Work request
Considering every line below, count those with the word "dead" and give only the result.

[Source records]
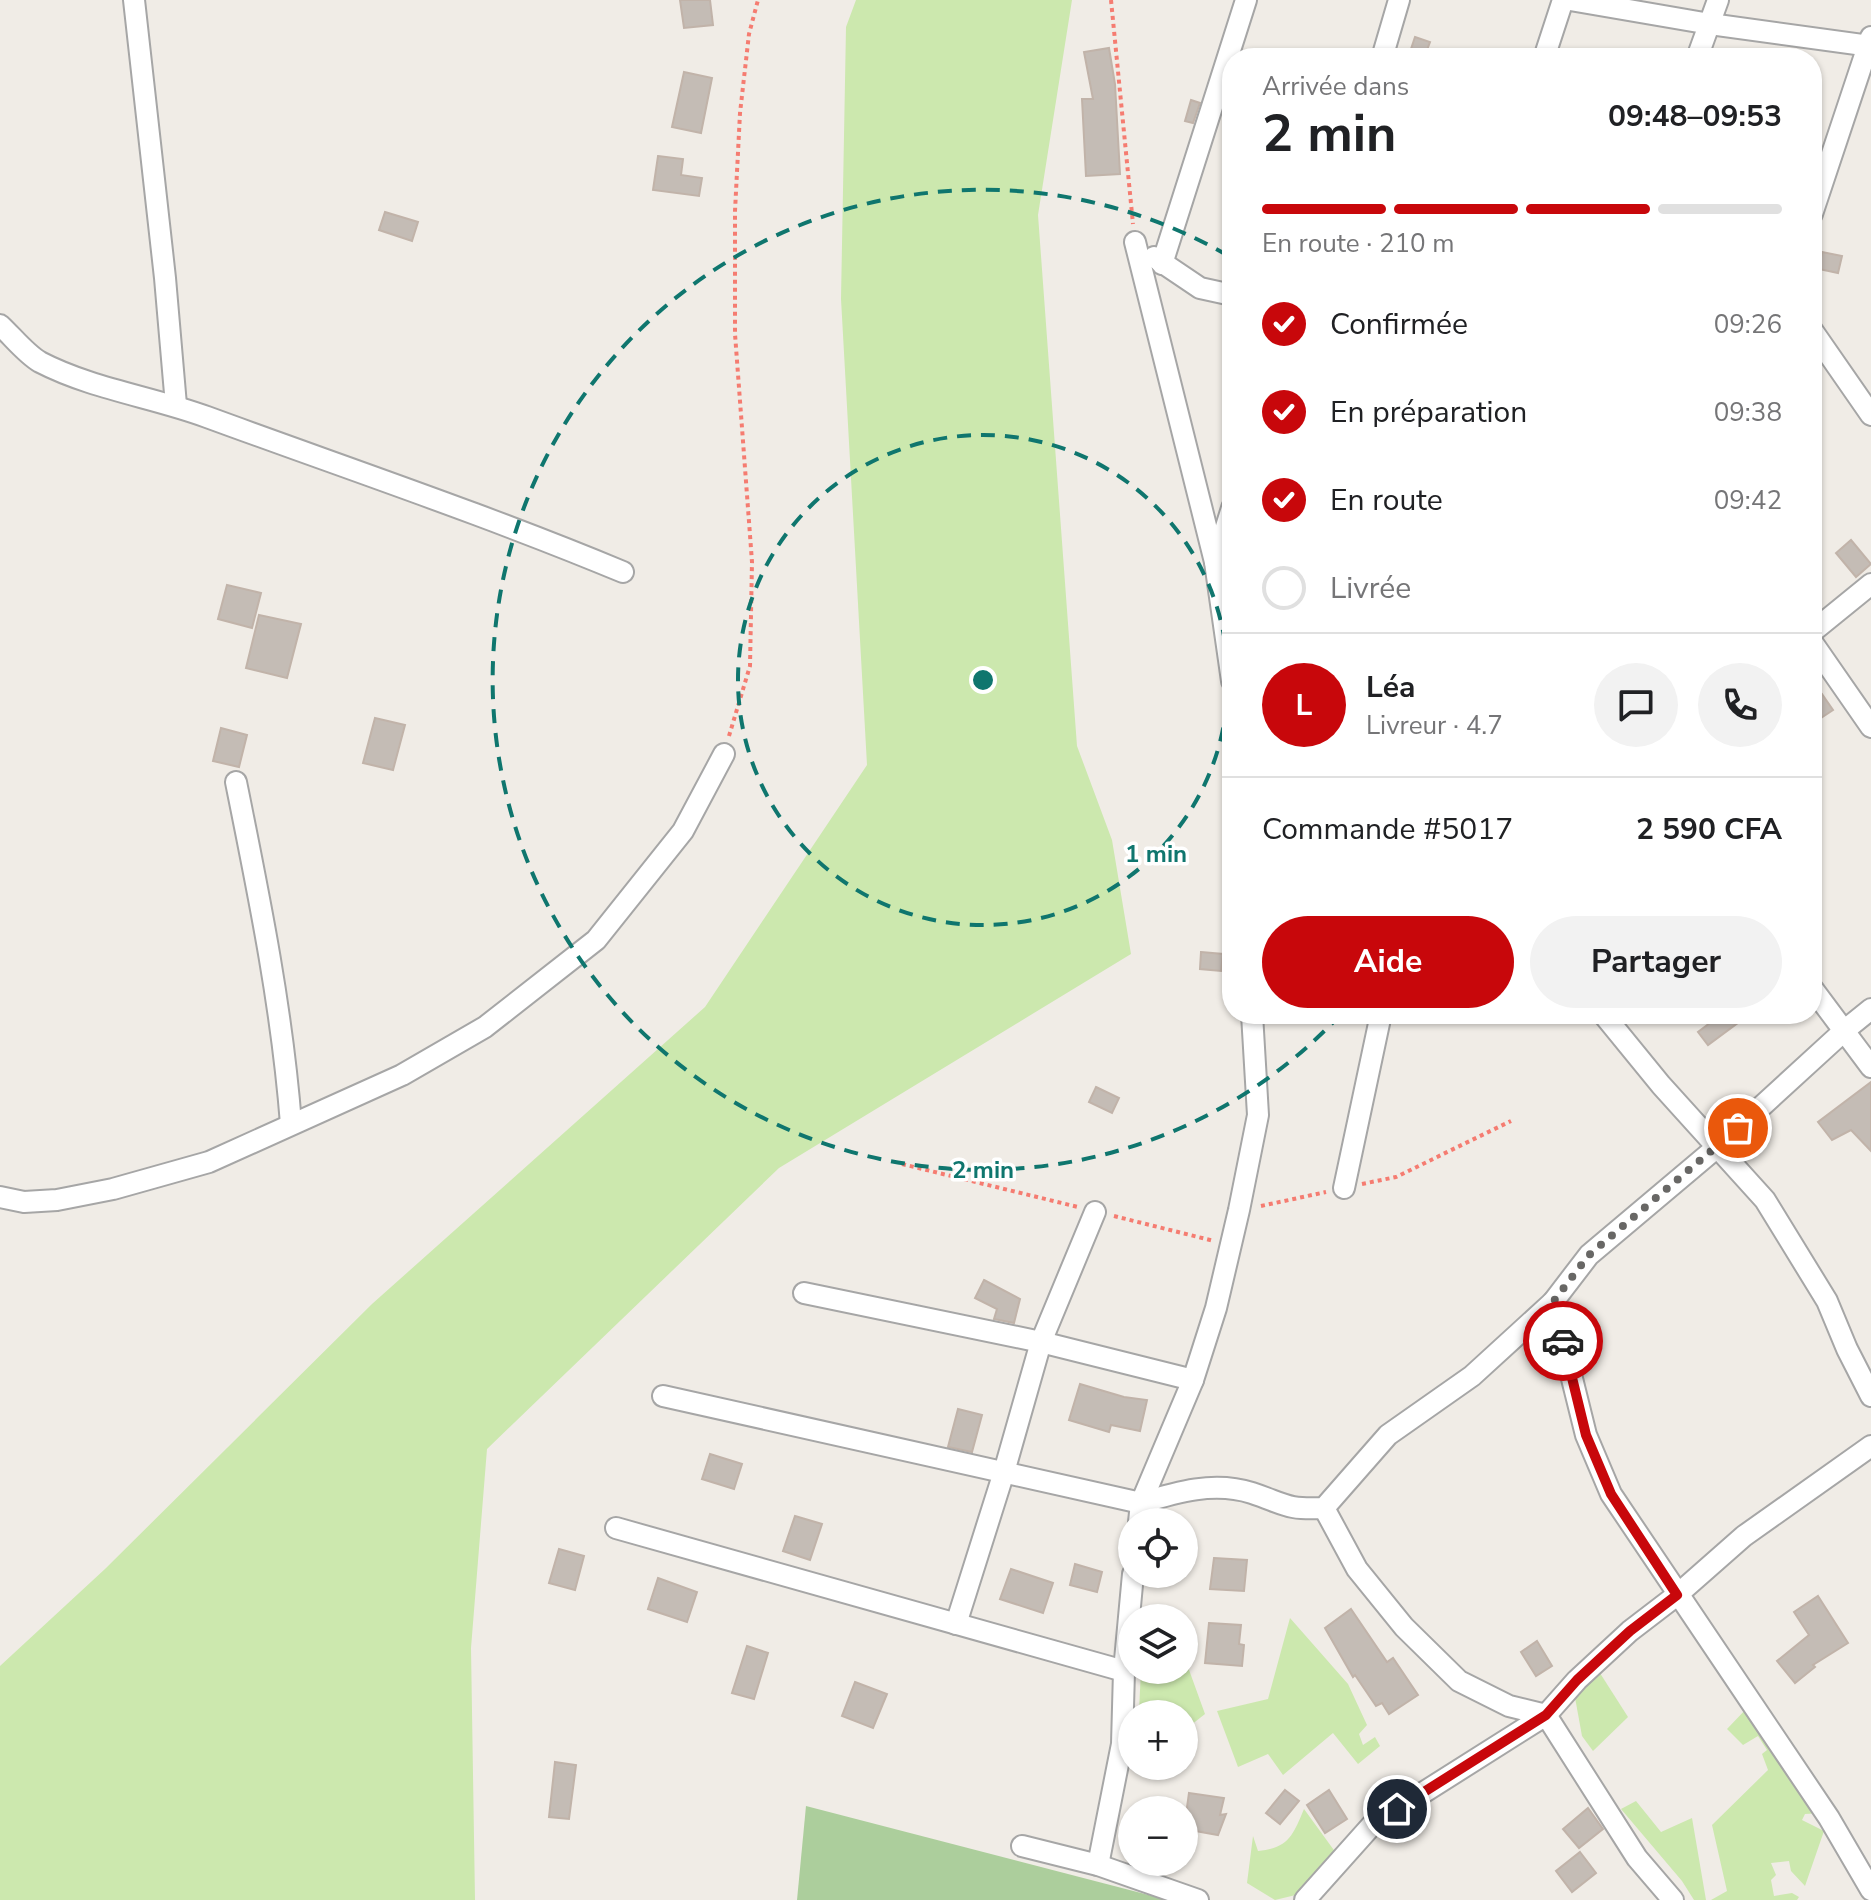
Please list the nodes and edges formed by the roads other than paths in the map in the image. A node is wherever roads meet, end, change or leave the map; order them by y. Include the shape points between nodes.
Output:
1 (134, 0) edge
2 (1246, 0) edge
3 (1399, 0) edge
4 (1563, 0) edge
5 (1570, 0) edge
6 (1718, 0) edge
7 (1710, 24) junction
8 (1870, 43) edge
9 (1231, 48) edge
10 (1385, 48) edge
11 (1547, 48) edge
12 (1701, 48) edge
13 (1222, 75) edge
14 (1822, 185) edge
15 (1162, 264) junction
16 (1222, 293) edge
17 (0, 325) edge
18 (1822, 344) edge
19 (176, 405) junction
20 (1871, 415) edge
21 (1222, 540) edge
22 (1215, 562) junction
23 (623, 572) dead end
24 (1871, 584) edge
25 (1222, 599) edge
26 (1822, 624) edge
27 (1822, 656) edge
28 (1871, 727) edge
29 (724, 754) road end
30 (236, 782) dead end
31 (1822, 1001) edge
32 (1871, 1009) edge
33 (1253, 1024) edge
34 (1379, 1024) edge
35 (1611, 1024) edge
36 (1845, 1030) junction
37 (1871, 1067) edge
38 (291, 1124) junction
39 (1716, 1148) junction
40 (1344, 1188) road end
41 (0, 1197) edge
42 (1095, 1212) road end
43 (804, 1293) dead end
44 (1553, 1302) junction
45 (1041, 1342) junction
46 (1193, 1380) junction
47 (663, 1396) dead end
48 (1871, 1396) edge
49 (1871, 1446) edge
50 (1004, 1472) junction
51 (1126, 1508) edge
52 (1142, 1508) edge
53 (1148, 1508) edge
54 (1324, 1508) junction
55 (616, 1528) dead end
56 (1677, 1595) junction
57 (956, 1624) junction
58 (1118, 1669) edge
59 (1124, 1684) edge
60 (1546, 1715) junction
61 (1022, 1846) dead end
62 (1098, 1865) junction
63 (1871, 1888) edge
64 (1198, 1900) edge
65 (1305, 1900) edge
66 (1673, 1900) edge
67 (1857, 1900) edge

1 - 19 street
2 - 9 street
3 - 10 street
4 - 11 street
5 - 7 street
6 - 7 street
7 - 8 street
7 - 12 street
8 - 14 street
13 - 15 street
15 - 16 street via 1200,288
15 - 22 street via 1135,242
17 - 19 street via 38,361
18 - 20 street
19 - 23 street via 429,495
21 - 22 street
22 - 25 street
24 - 26 street
27 - 28 street
29 - 38 street via 683,831 596,940 485,1027 402,1075
30 - 38 street via 271,954
31 - 36 street
32 - 36 street
33 - 46 street via 1258,1115 1216,1308
34 - 40 street
35 - 39 street
36 - 37 street
36 - 39 street
38 - 41 street via 209,1162 113,1189 57,1200
39 - 44 street via 1589,1255
39 - 48 street via 1765,1200 1790,1238 1827,1301
42 - 45 street
43 - 45 street
44 - 54 street via 1472,1376 1388,1435
44 - 56 street via 1586,1435 1611,1494
45 - 46 street
45 - 50 street
46 - 52 street
47 - 50 street
49 - 56 street via 1744,1536
50 - 51 street
50 - 57 street
53 - 54 street via 1185,1490 1221,1488 1297,1510
54 - 60 street via 1357,1569 1404,1627 1459,1681 1509,1706
55 - 57 street
56 - 60 street via 1630,1631
56 - 63 street
57 - 58 street
59 - 62 street via 1122,1744
60 - 65 street via 1372,1825
60 - 66 street via 1637,1858
61 - 62 street
62 - 64 street
63 - 67 street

Answer section
6